─── Supplied records ───

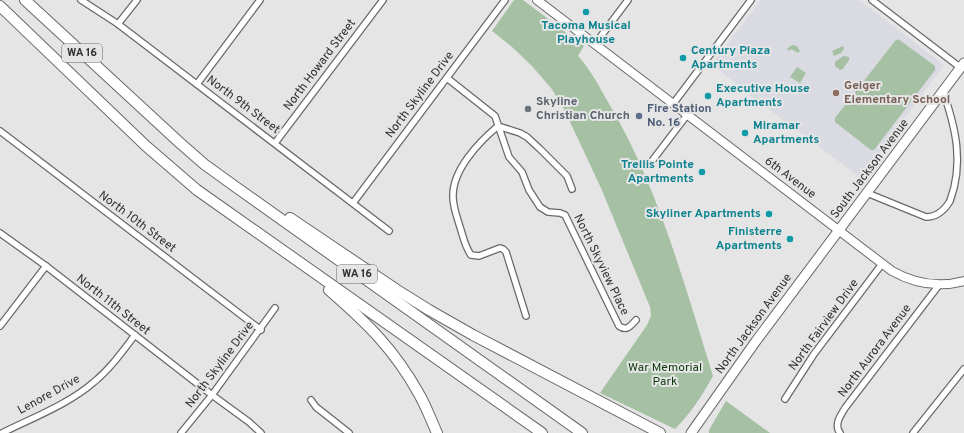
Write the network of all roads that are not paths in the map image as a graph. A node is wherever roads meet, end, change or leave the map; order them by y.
1 (26, 0) edge
2 (81, 0) edge
3 (137, 0) edge
4 (260, 0) edge
5 (383, 0) edge
6 (505, 0) edge
7 (537, 0) edge
8 (628, 0) edge
9 (752, 0) edge
10 (872, 0) edge
11 (0, 6) edge
12 (118, 24) junction
13 (595, 44) junction
14 (962, 66) edge
15 (447, 78) junction
16 (196, 84) junction
17 (943, 91) junction
18 (673, 104) junction
19 (140, 105) junction
20 (687, 115) junction
21 (498, 126) junction
22 (0, 131) edge
23 (275, 143) junction
24 (652, 161) dead end
25 (572, 189) dead end
26 (867, 192) junction
27 (353, 202) junction
28 (389, 231) dead end
29 (839, 231) junction
30 (0, 233) edge
31 (283, 251) junction
32 (882, 264) junction
33 (46, 266) junction
34 (964, 281) edge
35 (939, 285) junction
36 (275, 308) dead end
37 (526, 316) dead end
38 (636, 320) dead end
39 (0, 326) edge
40 (260, 330) junction
41 (135, 335) junction
42 (964, 370) edge
43 (212, 395) junction
44 (785, 399) dead end
45 (312, 400) dead end
46 (2, 433) edge
47 (181, 433) edge
48 (261, 433) edge
49 (349, 433) edge
50 (437, 433) edge
51 (542, 433) edge
52 (582, 433) edge
53 (660, 433) edge
54 (691, 433) edge
55 (840, 433) edge
56 (913, 433) edge

1 - 19 highway, WA 16
2 - 12 street, North 9th Street
3 - 12 street
4 - 16 street
5 - 23 street, North Howard Street
6 - 15 street, North Skyline Drive
7 - 13 main road, 6th Avenue
8 - 13 street
9 - 18 street
10 - 14 street
11 - 31 highway, WA 16
12 - 16 street, North 9th Street
13 - 18 main road, 6th Avenue
14 - 17 main road, South Jackson Avenue
15 - 21 street, North Skyview Place
15 - 27 street, North Skyline Drive
16 - 23 street, North 9th Street
17 - 26 main road, South Jackson Avenue
17 - 26 street
18 - 20 main road, 6th Avenue
19 - 52 highway, WA 16
19 - 53 highway
20 - 24 street
20 - 29 main road, 6th Avenue
21 - 25 street
21 - 37 street
21 - 38 street, North Skyview Place
22 - 40 street, North 10th Street
23 - 27 street, North 9th Street
26 - 29 main road, South Jackson Avenue
27 - 28 street, North 9th Street
29 - 32 main road, 6th Avenue
29 - 54 main road, North Jackson Avenue
30 - 33 street, North 11th Street
31 - 50 highway
31 - 51 highway, WA 16
32 - 35 main road, 6th Avenue
32 - 44 street, North Fairview Drive
33 - 39 street
33 - 41 street, North 11th Street
34 - 35 main road, 6th Avenue
35 - 55 street, North Aurora Avenue
36 - 40 street, North Skyline Drive
40 - 43 street, North Skyline Drive
41 - 43 street, North 11th Street
41 - 46 street, Lenore Drive
42 - 56 street
43 - 47 street, North Skyline Drive
43 - 48 street, North 11th Street
45 - 49 street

───

Find the lines above that contain "Drive" and report their number, without comment.

7